#### Raw data

____

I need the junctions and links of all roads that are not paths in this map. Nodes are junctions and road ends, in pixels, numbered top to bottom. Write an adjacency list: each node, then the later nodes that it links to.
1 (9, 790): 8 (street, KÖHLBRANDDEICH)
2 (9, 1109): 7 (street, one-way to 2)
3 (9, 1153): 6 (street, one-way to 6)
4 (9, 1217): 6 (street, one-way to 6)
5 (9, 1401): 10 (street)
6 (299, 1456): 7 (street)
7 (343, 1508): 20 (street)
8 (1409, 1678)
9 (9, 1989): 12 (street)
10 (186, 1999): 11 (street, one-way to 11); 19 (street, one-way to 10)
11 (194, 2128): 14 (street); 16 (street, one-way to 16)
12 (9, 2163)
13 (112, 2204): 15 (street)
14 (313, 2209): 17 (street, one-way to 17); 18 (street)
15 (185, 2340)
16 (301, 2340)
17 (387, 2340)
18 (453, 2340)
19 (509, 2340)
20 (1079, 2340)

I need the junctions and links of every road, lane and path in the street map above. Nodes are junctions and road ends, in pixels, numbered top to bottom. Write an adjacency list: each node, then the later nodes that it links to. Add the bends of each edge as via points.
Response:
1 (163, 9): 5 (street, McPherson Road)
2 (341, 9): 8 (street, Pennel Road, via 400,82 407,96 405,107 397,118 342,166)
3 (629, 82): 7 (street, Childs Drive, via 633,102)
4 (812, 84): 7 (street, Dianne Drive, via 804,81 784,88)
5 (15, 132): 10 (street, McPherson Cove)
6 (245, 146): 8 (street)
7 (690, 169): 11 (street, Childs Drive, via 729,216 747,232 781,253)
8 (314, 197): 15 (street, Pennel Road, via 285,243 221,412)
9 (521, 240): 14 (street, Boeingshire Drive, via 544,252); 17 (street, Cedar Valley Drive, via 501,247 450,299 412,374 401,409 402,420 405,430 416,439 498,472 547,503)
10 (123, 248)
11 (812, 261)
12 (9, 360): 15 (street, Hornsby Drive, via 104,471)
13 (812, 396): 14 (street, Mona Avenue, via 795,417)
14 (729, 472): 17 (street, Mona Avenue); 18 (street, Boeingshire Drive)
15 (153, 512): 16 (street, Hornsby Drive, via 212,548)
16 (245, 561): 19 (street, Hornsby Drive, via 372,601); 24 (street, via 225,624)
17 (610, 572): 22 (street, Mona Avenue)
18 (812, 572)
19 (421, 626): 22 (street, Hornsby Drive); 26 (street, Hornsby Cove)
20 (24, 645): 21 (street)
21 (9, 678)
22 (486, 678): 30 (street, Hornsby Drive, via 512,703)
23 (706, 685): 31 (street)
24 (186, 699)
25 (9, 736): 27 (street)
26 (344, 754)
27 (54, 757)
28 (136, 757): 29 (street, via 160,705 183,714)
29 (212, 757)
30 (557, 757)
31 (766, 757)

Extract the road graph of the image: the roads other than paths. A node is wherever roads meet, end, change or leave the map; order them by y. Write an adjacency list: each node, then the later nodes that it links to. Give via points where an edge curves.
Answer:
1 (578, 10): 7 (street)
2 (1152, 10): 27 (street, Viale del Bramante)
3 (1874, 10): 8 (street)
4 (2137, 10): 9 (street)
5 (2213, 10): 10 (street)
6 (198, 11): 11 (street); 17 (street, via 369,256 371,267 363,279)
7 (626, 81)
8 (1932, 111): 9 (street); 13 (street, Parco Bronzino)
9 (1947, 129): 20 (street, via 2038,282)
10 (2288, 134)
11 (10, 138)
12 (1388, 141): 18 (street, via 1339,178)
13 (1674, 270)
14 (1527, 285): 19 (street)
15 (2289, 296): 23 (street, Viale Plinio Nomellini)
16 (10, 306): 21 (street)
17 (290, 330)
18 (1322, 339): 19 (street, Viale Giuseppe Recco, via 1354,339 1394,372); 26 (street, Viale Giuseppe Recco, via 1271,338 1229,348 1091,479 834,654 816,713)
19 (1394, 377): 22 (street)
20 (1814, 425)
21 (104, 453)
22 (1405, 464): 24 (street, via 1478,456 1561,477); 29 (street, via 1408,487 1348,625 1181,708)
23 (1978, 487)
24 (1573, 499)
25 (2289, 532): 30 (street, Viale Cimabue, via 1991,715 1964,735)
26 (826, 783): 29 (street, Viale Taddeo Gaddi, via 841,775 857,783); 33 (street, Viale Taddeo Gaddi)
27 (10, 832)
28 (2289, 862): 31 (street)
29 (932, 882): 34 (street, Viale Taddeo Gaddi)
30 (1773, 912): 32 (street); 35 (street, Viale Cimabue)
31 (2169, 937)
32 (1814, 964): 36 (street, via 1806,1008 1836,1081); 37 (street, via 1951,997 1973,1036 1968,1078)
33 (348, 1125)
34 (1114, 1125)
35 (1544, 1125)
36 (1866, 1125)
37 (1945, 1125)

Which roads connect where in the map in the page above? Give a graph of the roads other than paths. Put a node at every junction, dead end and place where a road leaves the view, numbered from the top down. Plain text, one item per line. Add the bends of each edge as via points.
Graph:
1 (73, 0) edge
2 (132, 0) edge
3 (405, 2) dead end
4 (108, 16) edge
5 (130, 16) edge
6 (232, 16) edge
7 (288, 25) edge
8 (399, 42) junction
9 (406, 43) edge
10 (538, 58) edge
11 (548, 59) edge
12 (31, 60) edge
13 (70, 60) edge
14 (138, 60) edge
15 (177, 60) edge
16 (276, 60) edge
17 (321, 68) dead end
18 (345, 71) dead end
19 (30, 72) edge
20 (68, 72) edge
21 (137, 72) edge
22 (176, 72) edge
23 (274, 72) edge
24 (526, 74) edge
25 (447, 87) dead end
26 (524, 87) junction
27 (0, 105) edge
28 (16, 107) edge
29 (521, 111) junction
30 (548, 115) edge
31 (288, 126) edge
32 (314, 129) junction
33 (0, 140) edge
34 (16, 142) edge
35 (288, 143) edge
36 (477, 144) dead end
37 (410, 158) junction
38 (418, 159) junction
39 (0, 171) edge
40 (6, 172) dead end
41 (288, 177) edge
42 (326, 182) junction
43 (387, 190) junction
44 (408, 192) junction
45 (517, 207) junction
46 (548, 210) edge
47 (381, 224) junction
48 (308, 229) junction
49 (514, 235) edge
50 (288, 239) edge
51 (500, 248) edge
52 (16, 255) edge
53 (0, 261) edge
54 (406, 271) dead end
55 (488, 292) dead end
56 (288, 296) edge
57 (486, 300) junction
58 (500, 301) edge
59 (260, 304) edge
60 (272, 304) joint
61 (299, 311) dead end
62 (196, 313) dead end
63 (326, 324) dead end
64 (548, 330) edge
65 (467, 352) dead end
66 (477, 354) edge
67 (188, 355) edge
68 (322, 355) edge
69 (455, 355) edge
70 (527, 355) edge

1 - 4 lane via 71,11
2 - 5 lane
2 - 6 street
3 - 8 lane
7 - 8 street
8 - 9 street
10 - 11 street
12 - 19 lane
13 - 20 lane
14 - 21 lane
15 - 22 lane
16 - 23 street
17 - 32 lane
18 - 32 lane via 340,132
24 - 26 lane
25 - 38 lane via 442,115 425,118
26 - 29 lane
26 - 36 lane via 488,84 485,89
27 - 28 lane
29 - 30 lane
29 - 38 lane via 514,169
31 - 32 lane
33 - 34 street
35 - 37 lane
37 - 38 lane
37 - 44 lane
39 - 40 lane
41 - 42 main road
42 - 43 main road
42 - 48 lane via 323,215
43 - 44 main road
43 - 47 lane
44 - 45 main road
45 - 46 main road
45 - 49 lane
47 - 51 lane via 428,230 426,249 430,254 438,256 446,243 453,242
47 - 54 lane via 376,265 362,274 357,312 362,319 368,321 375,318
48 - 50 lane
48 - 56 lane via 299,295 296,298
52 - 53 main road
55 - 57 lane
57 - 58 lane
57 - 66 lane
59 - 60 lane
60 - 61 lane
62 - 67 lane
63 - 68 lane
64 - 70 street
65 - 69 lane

____

#### Exercise
Scan the records above line by line, counting those where the word "Write" appears, and give the count alone.

#### Solution for this problem
3